An oversampled capacitance-to-voltage converter IC with application to time-domain characterization of MEMS resonators

Abstract

This paper reports the first electronic circuit used to measure the motion of a microelectromechanical systems (MEMS) resonator in the time domain. The measurement of the shuttle position is made using a capacitance-to-voltage converter IC that has been developed by combining correlated double sampling with delta modulation in a fully differential circuit topology. This oversampling circuit may be adjusted to trade bandwidth (sample rate) for resolution, while reference levels may be adjusted to set the desired sensitivity to accommodate a large range of capacitive sensor interface applications.
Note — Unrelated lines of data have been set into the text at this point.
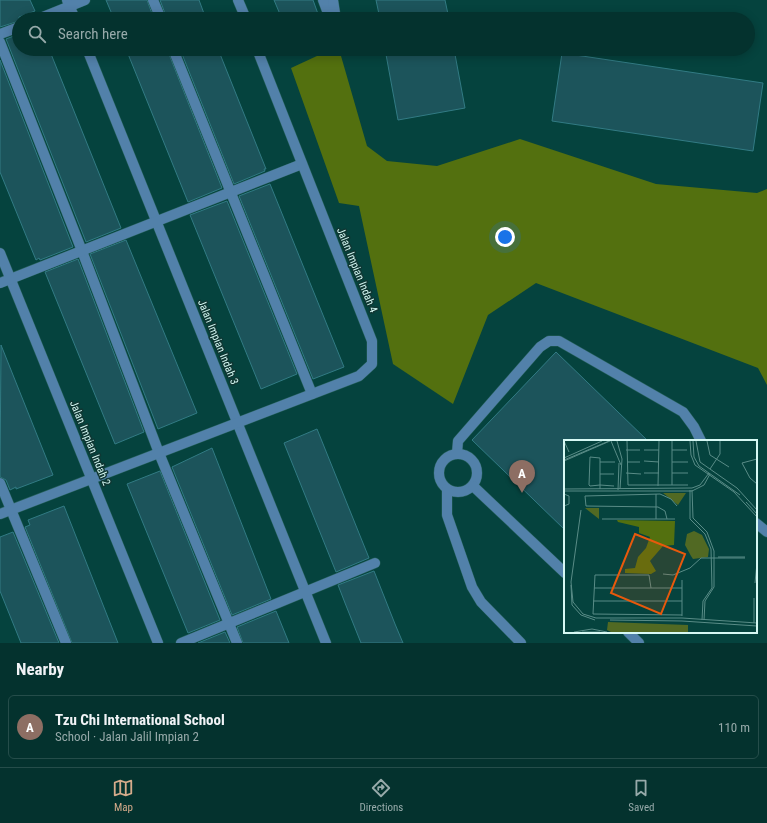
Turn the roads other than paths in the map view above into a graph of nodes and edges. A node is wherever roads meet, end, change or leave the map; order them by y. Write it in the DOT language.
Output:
graph roads {
  1 [pos="85,0"];
  2 [pos="153,0"];
  3 [pos="238,0"];
  4 [pos="323,0"];
  5 [pos="332,0"];
  6 [pos="68,3"];
  7 [pos="51,12"];
  8 [pos="158,12"];
  9 [pos="243,12"];
  10 [pos="325,12"];
  11 [pos="335,12"];
  12 [pos="12,30"];
  13 [pos="0,34"];
  14 [pos="0,42"];
  15 [pos="90,56"];
  16 [pos="176,56"];
  17 [pos="260,56"];
  18 [pos="302,164"];
  19 [pos="231,192"];
  20 [pos="156,221"];
  21 [pos="82,250"];
  22 [pos="0,253"];
  23 [pos="10,279"];
  24 [pos="0,283"];
  25 [pos="312,394"];
  26 [pos="237,423"];
  27 [pos="700,440"];
  28 [pos="158,453"];
  29 [pos="457,453"];
  30 [pos="92,479"];
  31 [pos="0,483"];
  32 [pos="473,486"];
  33 [pos="447,489"];
  34 [pos="11,510"];
  35 [pos="0,514"];
  36 [pos="757,524"];
  37 [pos="767,532"];
  38 [pos="375,563"];
  39 [pos="564,572"];
  40 [pos="305,592"];
  41 [pos="229,623"];
  42 [pos="629,633"];
  43 [pos="66,643"];
  44 [pos="158,643"];
  45 [pos="181,643"];
  46 [pos="237,643"];
  47 [pos="326,643"];
  48 [pos="521,643"];
  49 [pos="639,643"];
  1 -- 6 [label="street"];
  2 -- 8 [label="street"];
  3 -- 9 [label="street"];
  4 -- 10 [label="street"];
  5 -- 11 [label="street"];
  6 -- 7 [label="street"];
  12 -- 13 [label="street"];
  14 -- 21 [label="street"];
  15 -- 20 [label="street, Jalan Impian Indah 3"];
  16 -- 19 [label="street"];
  17 -- 18 [label="street, Jalan Impian Indah 4"];
  18 -- 19 [label="street"];
  18 -- 25 [label="street, Jalan Impian Indah 4"];
  19 -- 20 [label="street"];
  19 -- 25 [label="street"];
  20 -- 21 [label="street"];
  20 -- 26 [label="street, Jalan Impian Indah 3"];
  21 -- 23 [label="street"];
  21 -- 28 [label="street"];
  22 -- 23 [label="street, Jalan Impian Indah 2"];
  23 -- 24 [label="street"];
  23 -- 30 [label="street, Jalan Impian Indah 2"];
  25 -- 26 [label="street, Jalan Impian Indah 4"];
  26 -- 28 [label="street, Jalan Impian Indah 4"];
  26 -- 40 [label="street, Jalan Impian Indah 3"];
  27 -- 29 [label="street"];
  28 -- 30 [label="street, Jalan Impian Indah 4"];
  28 -- 41 [label="street"];
  29 -- 32 [label="street"];
  29 -- 33 [label="street"];
  30 -- 34 [label="street, Jalan Impian Indah 4"];
  30 -- 44 [label="street, Jalan Impian Indah 2"];
  31 -- 34 [label="street"];
  32 -- 33 [label="street"];
  32 -- 39 [label="street"];
  33 -- 48 [label="street"];
  34 -- 35 [label="street, Jalan Impian Indah 4"];
  34 -- 43 [label="street"];
  36 -- 37 [label="street"];
  38 -- 40 [label="street"];
  40 -- 41 [label="street"];
  40 -- 47 [label="street, Jalan Impian Indah 3"];
  41 -- 45 [label="street"];
  41 -- 46 [label="street"];
  42 -- 49 [label="street"];
}
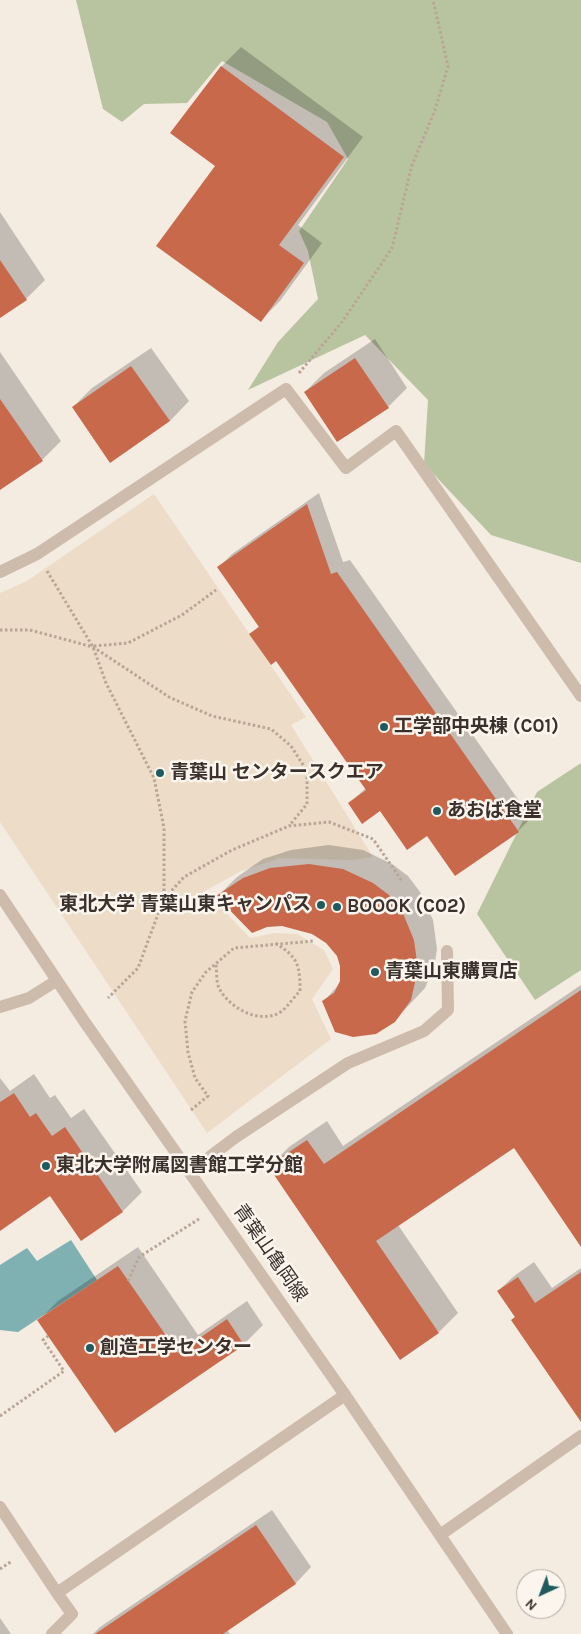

The IC was fabricated using an inexpensive, 1.5-/spl mu/m, double-metal, double-polysilicon CMOS technology, and test results demonstrate a resolution of 170 aF for a signal bandwidth of 3 kHz, a 68-dB dynamic range, and nonlinearity less than 0.16%. The converter IC was used to characterize a comb-drive, SiC lateral MEMS resonator by time-domain measurement of its shuttle-comb capacitance. Resonant frequency was found to be 16.6 kHz, independent of operating pressure, but quality factor varied from 51 at 760-Torr pressure to 6900 at 175 mTorr. The ability to accurately characterize the SiC resonator shows that the packaging approach used in this study is sufficient to interface capacitive-based MEMS devices with Si ICs in cases where on-chip integration is not feasible or possible.